> _Exercise_: What is needed here is an exact transcription of the entries that follow.

> _Information_:
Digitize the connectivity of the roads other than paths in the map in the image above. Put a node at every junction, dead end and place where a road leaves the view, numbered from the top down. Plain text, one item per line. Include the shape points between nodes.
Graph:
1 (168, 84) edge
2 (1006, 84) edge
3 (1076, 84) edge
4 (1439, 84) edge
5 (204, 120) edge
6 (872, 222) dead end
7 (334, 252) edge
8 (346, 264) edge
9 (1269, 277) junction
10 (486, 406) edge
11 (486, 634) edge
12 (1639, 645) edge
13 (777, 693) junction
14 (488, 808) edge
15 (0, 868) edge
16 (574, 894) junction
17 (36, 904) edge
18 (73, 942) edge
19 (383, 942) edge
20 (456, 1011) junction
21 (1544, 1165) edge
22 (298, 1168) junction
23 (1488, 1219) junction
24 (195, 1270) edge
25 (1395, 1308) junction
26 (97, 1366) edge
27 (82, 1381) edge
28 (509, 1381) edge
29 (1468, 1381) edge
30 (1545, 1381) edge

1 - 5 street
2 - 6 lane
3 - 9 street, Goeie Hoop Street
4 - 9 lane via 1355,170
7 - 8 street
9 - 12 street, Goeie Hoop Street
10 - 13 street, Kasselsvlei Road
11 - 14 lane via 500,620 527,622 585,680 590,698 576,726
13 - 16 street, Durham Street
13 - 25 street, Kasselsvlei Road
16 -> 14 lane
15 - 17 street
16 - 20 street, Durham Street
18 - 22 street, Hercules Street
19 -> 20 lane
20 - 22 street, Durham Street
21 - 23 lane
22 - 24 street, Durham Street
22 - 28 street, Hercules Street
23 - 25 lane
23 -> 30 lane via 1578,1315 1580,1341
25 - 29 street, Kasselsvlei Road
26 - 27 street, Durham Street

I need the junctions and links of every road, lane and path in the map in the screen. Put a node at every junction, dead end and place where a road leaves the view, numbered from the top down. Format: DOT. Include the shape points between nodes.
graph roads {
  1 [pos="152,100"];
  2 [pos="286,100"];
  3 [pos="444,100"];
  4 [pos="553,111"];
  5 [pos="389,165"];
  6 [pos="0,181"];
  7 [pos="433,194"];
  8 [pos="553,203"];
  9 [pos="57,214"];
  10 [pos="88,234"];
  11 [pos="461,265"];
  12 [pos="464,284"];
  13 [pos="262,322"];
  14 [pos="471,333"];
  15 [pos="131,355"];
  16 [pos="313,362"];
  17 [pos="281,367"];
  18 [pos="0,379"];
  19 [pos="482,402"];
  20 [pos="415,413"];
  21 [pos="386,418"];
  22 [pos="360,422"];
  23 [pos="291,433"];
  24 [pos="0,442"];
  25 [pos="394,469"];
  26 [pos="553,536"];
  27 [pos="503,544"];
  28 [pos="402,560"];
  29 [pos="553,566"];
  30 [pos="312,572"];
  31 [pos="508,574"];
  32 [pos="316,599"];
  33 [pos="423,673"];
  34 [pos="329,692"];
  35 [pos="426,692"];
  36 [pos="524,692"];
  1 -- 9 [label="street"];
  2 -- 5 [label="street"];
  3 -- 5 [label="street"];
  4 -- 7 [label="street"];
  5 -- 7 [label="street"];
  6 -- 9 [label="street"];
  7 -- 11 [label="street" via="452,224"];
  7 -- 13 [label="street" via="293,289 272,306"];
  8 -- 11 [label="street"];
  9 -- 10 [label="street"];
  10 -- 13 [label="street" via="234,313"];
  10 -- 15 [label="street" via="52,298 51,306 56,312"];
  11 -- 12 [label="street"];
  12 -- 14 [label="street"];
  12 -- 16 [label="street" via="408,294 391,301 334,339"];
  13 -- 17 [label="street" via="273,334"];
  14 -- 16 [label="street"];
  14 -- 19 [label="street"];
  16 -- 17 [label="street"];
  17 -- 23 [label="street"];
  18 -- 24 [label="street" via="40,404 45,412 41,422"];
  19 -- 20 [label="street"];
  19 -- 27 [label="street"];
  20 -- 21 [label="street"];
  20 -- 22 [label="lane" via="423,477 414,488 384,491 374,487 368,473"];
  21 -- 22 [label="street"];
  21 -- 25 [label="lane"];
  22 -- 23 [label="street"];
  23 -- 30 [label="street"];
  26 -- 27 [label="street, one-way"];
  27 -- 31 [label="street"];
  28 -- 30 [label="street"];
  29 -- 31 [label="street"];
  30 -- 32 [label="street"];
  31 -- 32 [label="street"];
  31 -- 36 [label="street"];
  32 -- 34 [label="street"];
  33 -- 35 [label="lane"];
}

> _Result of this exercise_:
Digitize the connectivity of the roads other than paths in the map in the image above. Put a node at every junction, dead end and place where a road leaves the view, numbered from the top down. Plain text, one item per line. Include the shape points between nodes.
Graph:
1 (168, 84) edge
2 (1006, 84) edge
3 (1076, 84) edge
4 (1439, 84) edge
5 (204, 120) edge
6 (872, 222) dead end
7 (334, 252) edge
8 (346, 264) edge
9 (1269, 277) junction
10 (486, 406) edge
11 (486, 634) edge
12 (1639, 645) edge
13 (777, 693) junction
14 (488, 808) edge
15 (0, 868) edge
16 (574, 894) junction
17 (36, 904) edge
18 (73, 942) edge
19 (383, 942) edge
20 (456, 1011) junction
21 (1544, 1165) edge
22 (298, 1168) junction
23 (1488, 1219) junction
24 (195, 1270) edge
25 (1395, 1308) junction
26 (97, 1366) edge
27 (82, 1381) edge
28 (509, 1381) edge
29 (1468, 1381) edge
30 (1545, 1381) edge

1 - 5 street
2 - 6 lane
3 - 9 street, Goeie Hoop Street
4 - 9 lane via 1355,170
7 - 8 street
9 - 12 street, Goeie Hoop Street
10 - 13 street, Kasselsvlei Road
11 - 14 lane via 500,620 527,622 585,680 590,698 576,726
13 - 16 street, Durham Street
13 - 25 street, Kasselsvlei Road
16 -> 14 lane
15 - 17 street
16 - 20 street, Durham Street
18 - 22 street, Hercules Street
19 -> 20 lane
20 - 22 street, Durham Street
21 - 23 lane
22 - 24 street, Durham Street
22 - 28 street, Hercules Street
23 - 25 lane
23 -> 30 lane via 1578,1315 1580,1341
25 - 29 street, Kasselsvlei Road
26 - 27 street, Durham Street

I need the junctions and links of every road, lane and path in the map in the screen. Put a node at every junction, dead end and place where a road leaves the view, numbered from the top down. Format: DOT. Include the shape points between nodes.
graph roads {
  1 [pos="152,100"];
  2 [pos="286,100"];
  3 [pos="444,100"];
  4 [pos="553,111"];
  5 [pos="389,165"];
  6 [pos="0,181"];
  7 [pos="433,194"];
  8 [pos="553,203"];
  9 [pos="57,214"];
  10 [pos="88,234"];
  11 [pos="461,265"];
  12 [pos="464,284"];
  13 [pos="262,322"];
  14 [pos="471,333"];
  15 [pos="131,355"];
  16 [pos="313,362"];
  17 [pos="281,367"];
  18 [pos="0,379"];
  19 [pos="482,402"];
  20 [pos="415,413"];
  21 [pos="386,418"];
  22 [pos="360,422"];
  23 [pos="291,433"];
  24 [pos="0,442"];
  25 [pos="394,469"];
  26 [pos="553,536"];
  27 [pos="503,544"];
  28 [pos="402,560"];
  29 [pos="553,566"];
  30 [pos="312,572"];
  31 [pos="508,574"];
  32 [pos="316,599"];
  33 [pos="423,673"];
  34 [pos="329,692"];
  35 [pos="426,692"];
  36 [pos="524,692"];
  1 -- 9 [label="street"];
  2 -- 5 [label="street"];
  3 -- 5 [label="street"];
  4 -- 7 [label="street"];
  5 -- 7 [label="street"];
  6 -- 9 [label="street"];
  7 -- 11 [label="street" via="452,224"];
  7 -- 13 [label="street" via="293,289 272,306"];
  8 -- 11 [label="street"];
  9 -- 10 [label="street"];
  10 -- 13 [label="street" via="234,313"];
  10 -- 15 [label="street" via="52,298 51,306 56,312"];
  11 -- 12 [label="street"];
  12 -- 14 [label="street"];
  12 -- 16 [label="street" via="408,294 391,301 334,339"];
  13 -- 17 [label="street" via="273,334"];
  14 -- 16 [label="street"];
  14 -- 19 [label="street"];
  16 -- 17 [label="street"];
  17 -- 23 [label="street"];
  18 -- 24 [label="street" via="40,404 45,412 41,422"];
  19 -- 20 [label="street"];
  19 -- 27 [label="street"];
  20 -- 21 [label="street"];
  20 -- 22 [label="lane" via="423,477 414,488 384,491 374,487 368,473"];
  21 -- 22 [label="street"];
  21 -- 25 [label="lane"];
  22 -- 23 [label="street"];
  23 -- 30 [label="street"];
  26 -- 27 [label="street, one-way"];
  27 -- 31 [label="street"];
  28 -- 30 [label="street"];
  29 -- 31 [label="street"];
  30 -- 32 [label="street"];
  31 -- 32 [label="street"];
  31 -- 36 [label="street"];
  32 -- 34 [label="street"];
  33 -- 35 [label="lane"];
}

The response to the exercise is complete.